=== Exercise goal ===
Please copy every record below exactly, leaving out the pictures.

=== Dataset entries ===
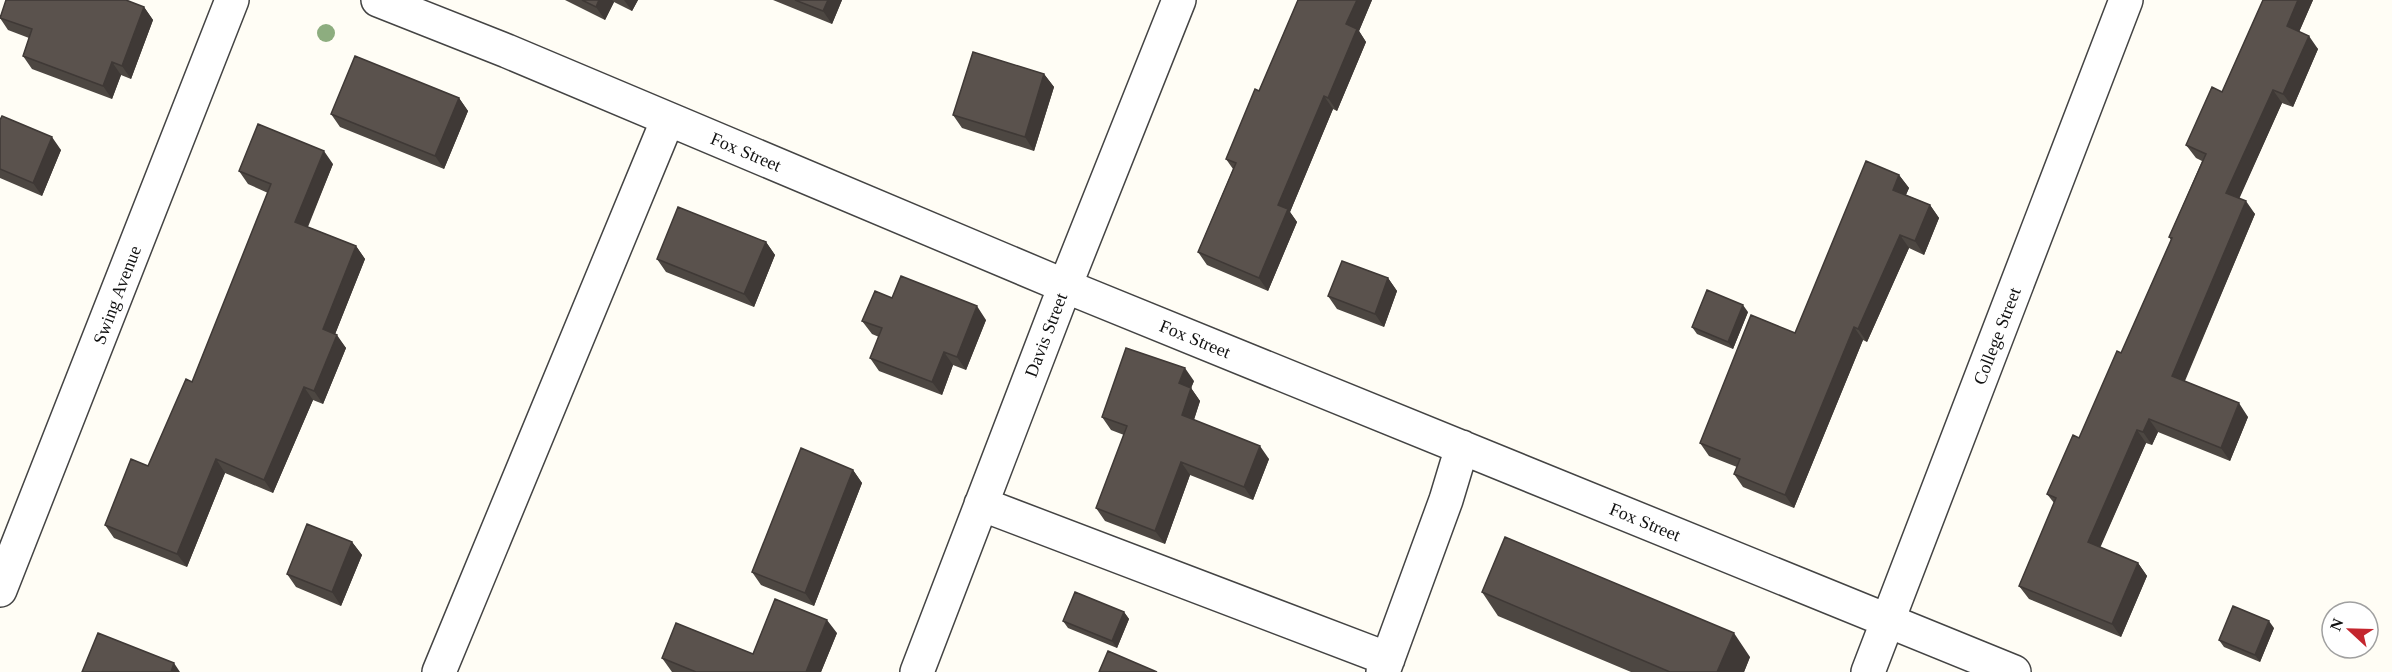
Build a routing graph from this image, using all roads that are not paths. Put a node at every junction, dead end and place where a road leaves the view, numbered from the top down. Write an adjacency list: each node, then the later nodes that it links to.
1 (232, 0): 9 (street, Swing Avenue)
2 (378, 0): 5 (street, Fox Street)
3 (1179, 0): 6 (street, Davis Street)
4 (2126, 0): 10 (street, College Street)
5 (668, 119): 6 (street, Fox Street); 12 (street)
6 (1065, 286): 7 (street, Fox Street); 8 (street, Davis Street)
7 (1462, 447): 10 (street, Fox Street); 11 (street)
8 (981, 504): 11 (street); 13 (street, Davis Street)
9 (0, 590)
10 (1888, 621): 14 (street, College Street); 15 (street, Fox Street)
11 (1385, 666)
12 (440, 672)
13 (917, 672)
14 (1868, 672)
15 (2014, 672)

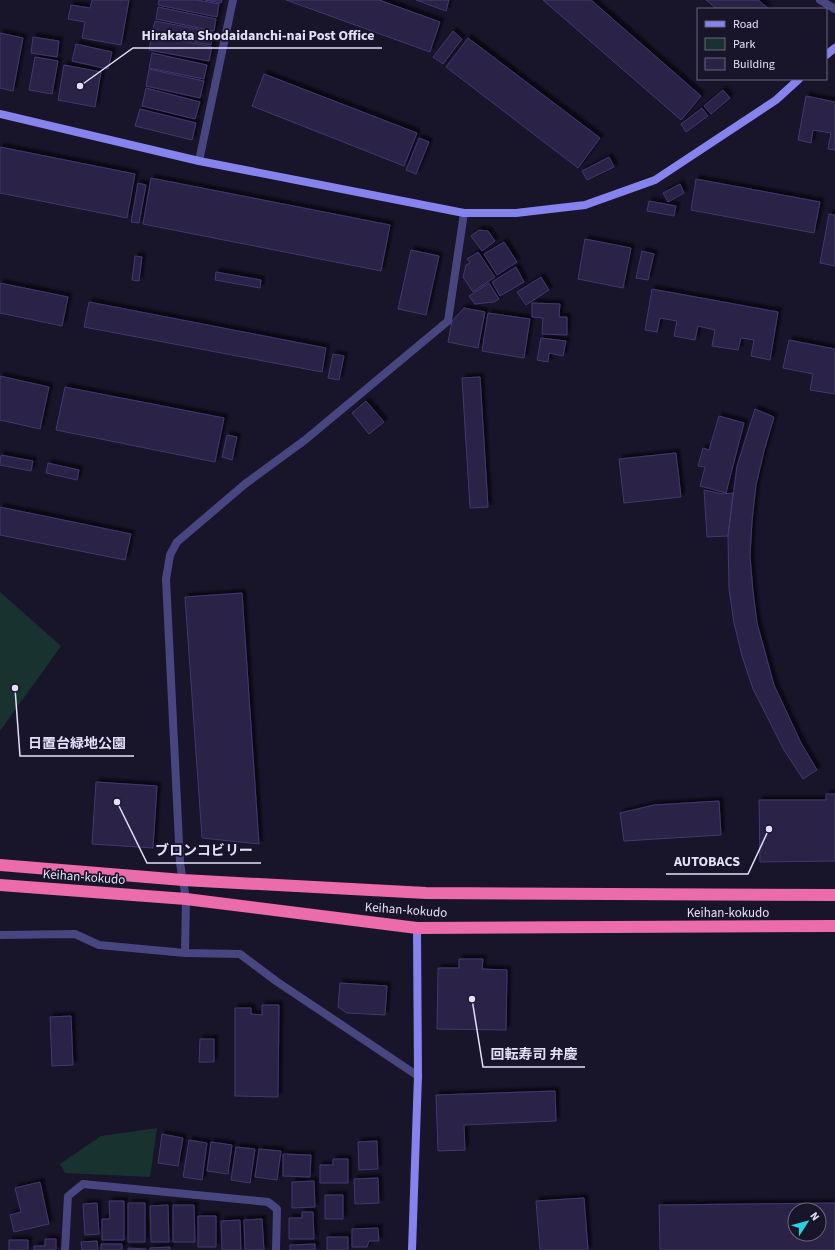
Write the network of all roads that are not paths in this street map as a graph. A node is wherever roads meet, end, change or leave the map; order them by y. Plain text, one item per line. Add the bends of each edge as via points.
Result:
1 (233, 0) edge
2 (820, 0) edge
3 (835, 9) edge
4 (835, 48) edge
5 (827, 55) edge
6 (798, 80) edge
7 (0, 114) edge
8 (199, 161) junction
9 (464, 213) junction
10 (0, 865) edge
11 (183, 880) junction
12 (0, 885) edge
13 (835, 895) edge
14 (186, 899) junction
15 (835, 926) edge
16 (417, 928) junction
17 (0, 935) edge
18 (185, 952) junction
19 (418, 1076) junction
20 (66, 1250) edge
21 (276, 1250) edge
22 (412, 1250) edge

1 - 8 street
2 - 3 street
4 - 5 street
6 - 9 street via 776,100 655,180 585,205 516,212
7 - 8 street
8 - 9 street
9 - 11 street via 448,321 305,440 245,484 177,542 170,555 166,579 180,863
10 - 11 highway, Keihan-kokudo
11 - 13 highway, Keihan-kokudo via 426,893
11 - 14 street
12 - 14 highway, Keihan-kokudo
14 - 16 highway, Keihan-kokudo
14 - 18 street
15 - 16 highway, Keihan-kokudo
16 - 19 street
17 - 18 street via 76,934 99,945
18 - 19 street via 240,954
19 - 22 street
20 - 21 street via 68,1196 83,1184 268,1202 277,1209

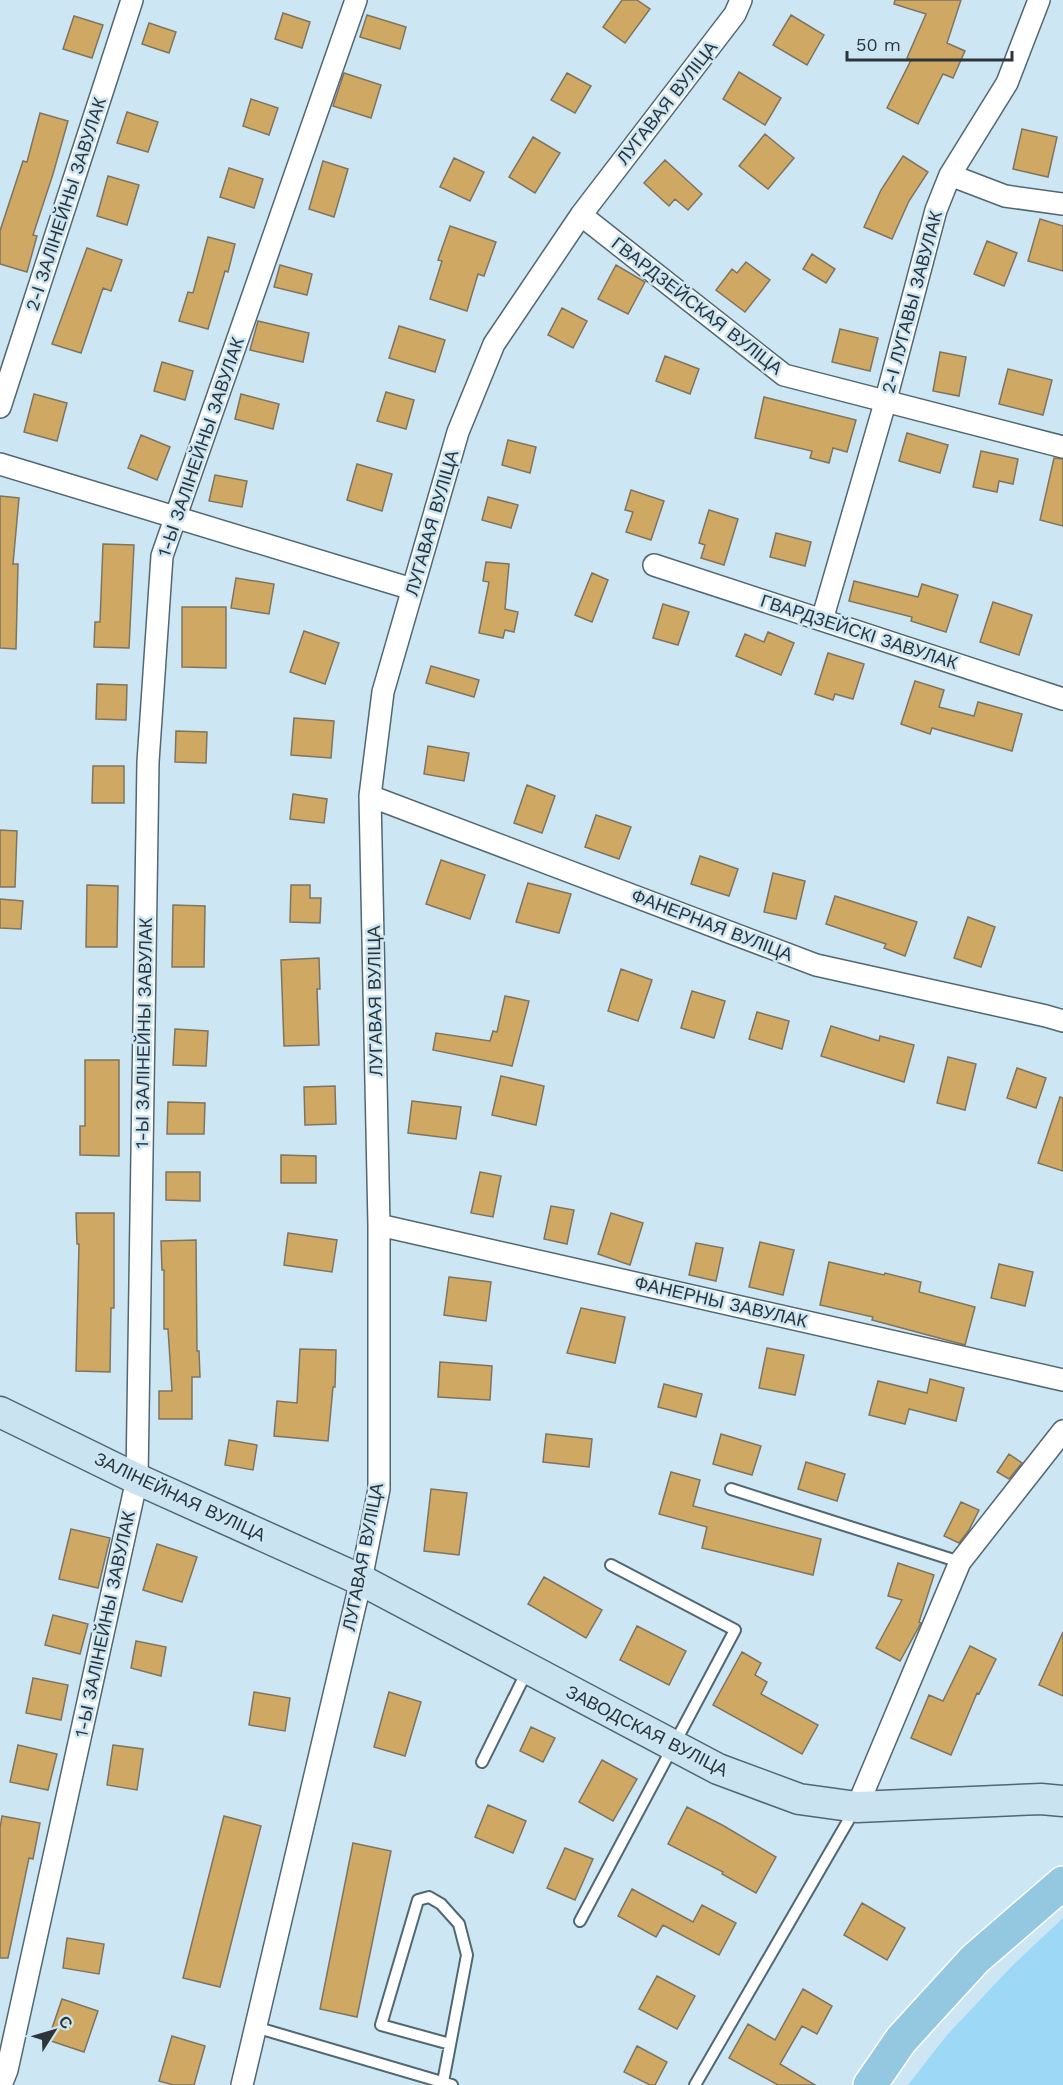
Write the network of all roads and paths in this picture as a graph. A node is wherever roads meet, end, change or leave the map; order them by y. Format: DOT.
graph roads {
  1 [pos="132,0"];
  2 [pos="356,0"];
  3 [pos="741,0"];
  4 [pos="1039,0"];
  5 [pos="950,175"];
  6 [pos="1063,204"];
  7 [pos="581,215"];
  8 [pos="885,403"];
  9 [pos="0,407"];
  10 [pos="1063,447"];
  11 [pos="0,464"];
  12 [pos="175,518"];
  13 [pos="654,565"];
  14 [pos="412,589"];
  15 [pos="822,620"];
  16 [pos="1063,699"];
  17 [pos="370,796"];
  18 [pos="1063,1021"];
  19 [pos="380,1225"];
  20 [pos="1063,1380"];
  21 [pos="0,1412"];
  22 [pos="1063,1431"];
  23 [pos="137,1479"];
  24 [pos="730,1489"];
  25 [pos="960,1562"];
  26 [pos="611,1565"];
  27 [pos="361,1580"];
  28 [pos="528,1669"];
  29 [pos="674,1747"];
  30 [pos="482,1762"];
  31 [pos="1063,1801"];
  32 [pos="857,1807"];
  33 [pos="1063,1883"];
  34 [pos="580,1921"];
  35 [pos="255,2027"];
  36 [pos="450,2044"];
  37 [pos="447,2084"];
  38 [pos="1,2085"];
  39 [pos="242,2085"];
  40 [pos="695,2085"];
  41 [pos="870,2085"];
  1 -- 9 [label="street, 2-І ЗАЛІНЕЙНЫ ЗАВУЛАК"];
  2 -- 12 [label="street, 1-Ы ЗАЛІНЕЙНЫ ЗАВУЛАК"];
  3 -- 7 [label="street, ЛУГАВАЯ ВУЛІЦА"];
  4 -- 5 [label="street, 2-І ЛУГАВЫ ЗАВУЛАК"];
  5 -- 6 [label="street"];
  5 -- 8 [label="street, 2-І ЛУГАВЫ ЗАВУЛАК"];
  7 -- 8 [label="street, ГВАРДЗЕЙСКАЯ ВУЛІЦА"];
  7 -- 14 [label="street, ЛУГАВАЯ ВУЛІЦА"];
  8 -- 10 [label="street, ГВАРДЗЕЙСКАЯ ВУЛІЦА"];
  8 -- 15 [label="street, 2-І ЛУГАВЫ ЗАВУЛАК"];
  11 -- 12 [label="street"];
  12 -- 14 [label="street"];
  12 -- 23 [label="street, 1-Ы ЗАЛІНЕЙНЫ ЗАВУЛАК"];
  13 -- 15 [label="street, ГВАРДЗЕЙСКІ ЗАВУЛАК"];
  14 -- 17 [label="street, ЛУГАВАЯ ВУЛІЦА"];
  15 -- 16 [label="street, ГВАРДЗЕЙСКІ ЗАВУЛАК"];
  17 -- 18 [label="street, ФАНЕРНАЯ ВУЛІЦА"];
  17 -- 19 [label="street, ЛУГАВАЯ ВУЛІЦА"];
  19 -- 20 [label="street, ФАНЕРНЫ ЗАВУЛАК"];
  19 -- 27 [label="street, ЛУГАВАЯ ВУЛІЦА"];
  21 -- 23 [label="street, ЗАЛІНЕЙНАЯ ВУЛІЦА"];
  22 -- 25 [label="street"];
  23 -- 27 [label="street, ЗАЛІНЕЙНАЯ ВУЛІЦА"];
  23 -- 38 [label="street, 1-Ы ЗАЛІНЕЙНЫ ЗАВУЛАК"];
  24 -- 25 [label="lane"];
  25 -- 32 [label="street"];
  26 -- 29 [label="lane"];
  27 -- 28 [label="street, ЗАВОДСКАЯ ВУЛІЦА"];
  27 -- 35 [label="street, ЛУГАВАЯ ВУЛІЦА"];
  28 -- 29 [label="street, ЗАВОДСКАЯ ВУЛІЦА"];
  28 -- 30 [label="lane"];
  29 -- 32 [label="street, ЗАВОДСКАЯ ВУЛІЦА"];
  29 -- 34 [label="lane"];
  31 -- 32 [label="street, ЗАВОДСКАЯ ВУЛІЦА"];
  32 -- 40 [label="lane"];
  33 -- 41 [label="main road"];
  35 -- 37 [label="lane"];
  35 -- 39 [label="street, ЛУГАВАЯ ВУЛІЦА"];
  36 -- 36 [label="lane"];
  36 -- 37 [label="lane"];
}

=== Answer to the problem ===
Build a routing graph from this image, using all roads that are not paths. Put a node at every junction, dead end and place where a road leaves the view, numbered from the top down. Write an adjacency list: each node, then the later nodes that it links to.
1 (232, 0): 9 (street, Swing Avenue)
2 (378, 0): 5 (street, Fox Street)
3 (1179, 0): 6 (street, Davis Street)
4 (2126, 0): 10 (street, College Street)
5 (668, 119): 6 (street, Fox Street); 12 (street)
6 (1065, 286): 7 (street, Fox Street); 8 (street, Davis Street)
7 (1462, 447): 10 (street, Fox Street); 11 (street)
8 (981, 504): 11 (street); 13 (street, Davis Street)
9 (0, 590)
10 (1888, 621): 14 (street, College Street); 15 (street, Fox Street)
11 (1385, 666)
12 (440, 672)
13 (917, 672)
14 (1868, 672)
15 (2014, 672)

Write the network of all roads that are not paths in this street map as a graph. A node is wherever roads meet, end, change or leave the map; order them by y. Plain text, one item per line. Add the bends of each edge as via points.
Result:
1 (233, 0) edge
2 (820, 0) edge
3 (835, 9) edge
4 (835, 48) edge
5 (827, 55) edge
6 (798, 80) edge
7 (0, 114) edge
8 (199, 161) junction
9 (464, 213) junction
10 (0, 865) edge
11 (183, 880) junction
12 (0, 885) edge
13 (835, 895) edge
14 (186, 899) junction
15 (835, 926) edge
16 (417, 928) junction
17 (0, 935) edge
18 (185, 952) junction
19 (418, 1076) junction
20 (66, 1250) edge
21 (276, 1250) edge
22 (412, 1250) edge

1 - 8 street
2 - 3 street
4 - 5 street
6 - 9 street via 776,100 655,180 585,205 516,212
7 - 8 street
8 - 9 street
9 - 11 street via 448,321 305,440 245,484 177,542 170,555 166,579 180,863
10 - 11 highway, Keihan-kokudo
11 - 13 highway, Keihan-kokudo via 426,893
11 - 14 street
12 - 14 highway, Keihan-kokudo
14 - 16 highway, Keihan-kokudo
14 - 18 street
15 - 16 highway, Keihan-kokudo
16 - 19 street
17 - 18 street via 76,934 99,945
18 - 19 street via 240,954
19 - 22 street
20 - 21 street via 68,1196 83,1184 268,1202 277,1209

Write the network of all roads and paths in this picture as a graph. A node is wherever roads meet, end, change or leave the map; order them by y. Format: DOT.
graph roads {
  1 [pos="132,0"];
  2 [pos="356,0"];
  3 [pos="741,0"];
  4 [pos="1039,0"];
  5 [pos="950,175"];
  6 [pos="1063,204"];
  7 [pos="581,215"];
  8 [pos="885,403"];
  9 [pos="0,407"];
  10 [pos="1063,447"];
  11 [pos="0,464"];
  12 [pos="175,518"];
  13 [pos="654,565"];
  14 [pos="412,589"];
  15 [pos="822,620"];
  16 [pos="1063,699"];
  17 [pos="370,796"];
  18 [pos="1063,1021"];
  19 [pos="380,1225"];
  20 [pos="1063,1380"];
  21 [pos="0,1412"];
  22 [pos="1063,1431"];
  23 [pos="137,1479"];
  24 [pos="730,1489"];
  25 [pos="960,1562"];
  26 [pos="611,1565"];
  27 [pos="361,1580"];
  28 [pos="528,1669"];
  29 [pos="674,1747"];
  30 [pos="482,1762"];
  31 [pos="1063,1801"];
  32 [pos="857,1807"];
  33 [pos="1063,1883"];
  34 [pos="580,1921"];
  35 [pos="255,2027"];
  36 [pos="450,2044"];
  37 [pos="447,2084"];
  38 [pos="1,2085"];
  39 [pos="242,2085"];
  40 [pos="695,2085"];
  41 [pos="870,2085"];
  1 -- 9 [label="street, 2-І ЗАЛІНЕЙНЫ ЗАВУЛАК"];
  2 -- 12 [label="street, 1-Ы ЗАЛІНЕЙНЫ ЗАВУЛАК"];
  3 -- 7 [label="street, ЛУГАВАЯ ВУЛІЦА"];
  4 -- 5 [label="street, 2-І ЛУГАВЫ ЗАВУЛАК"];
  5 -- 6 [label="street"];
  5 -- 8 [label="street, 2-І ЛУГАВЫ ЗАВУЛАК"];
  7 -- 8 [label="street, ГВАРДЗЕЙСКАЯ ВУЛІЦА"];
  7 -- 14 [label="street, ЛУГАВАЯ ВУЛІЦА"];
  8 -- 10 [label="street, ГВАРДЗЕЙСКАЯ ВУЛІЦА"];
  8 -- 15 [label="street, 2-І ЛУГАВЫ ЗАВУЛАК"];
  11 -- 12 [label="street"];
  12 -- 14 [label="street"];
  12 -- 23 [label="street, 1-Ы ЗАЛІНЕЙНЫ ЗАВУЛАК"];
  13 -- 15 [label="street, ГВАРДЗЕЙСКІ ЗАВУЛАК"];
  14 -- 17 [label="street, ЛУГАВАЯ ВУЛІЦА"];
  15 -- 16 [label="street, ГВАРДЗЕЙСКІ ЗАВУЛАК"];
  17 -- 18 [label="street, ФАНЕРНАЯ ВУЛІЦА"];
  17 -- 19 [label="street, ЛУГАВАЯ ВУЛІЦА"];
  19 -- 20 [label="street, ФАНЕРНЫ ЗАВУЛАК"];
  19 -- 27 [label="street, ЛУГАВАЯ ВУЛІЦА"];
  21 -- 23 [label="street, ЗАЛІНЕЙНАЯ ВУЛІЦА"];
  22 -- 25 [label="street"];
  23 -- 27 [label="street, ЗАЛІНЕЙНАЯ ВУЛІЦА"];
  23 -- 38 [label="street, 1-Ы ЗАЛІНЕЙНЫ ЗАВУЛАК"];
  24 -- 25 [label="lane"];
  25 -- 32 [label="street"];
  26 -- 29 [label="lane"];
  27 -- 28 [label="street, ЗАВОДСКАЯ ВУЛІЦА"];
  27 -- 35 [label="street, ЛУГАВАЯ ВУЛІЦА"];
  28 -- 29 [label="street, ЗАВОДСКАЯ ВУЛІЦА"];
  28 -- 30 [label="lane"];
  29 -- 32 [label="street, ЗАВОДСКАЯ ВУЛІЦА"];
  29 -- 34 [label="lane"];
  31 -- 32 [label="street, ЗАВОДСКАЯ ВУЛІЦА"];
  32 -- 40 [label="lane"];
  33 -- 41 [label="main road"];
  35 -- 37 [label="lane"];
  35 -- 39 [label="street, ЛУГАВАЯ ВУЛІЦА"];
  36 -- 36 [label="lane"];
  36 -- 37 [label="lane"];
}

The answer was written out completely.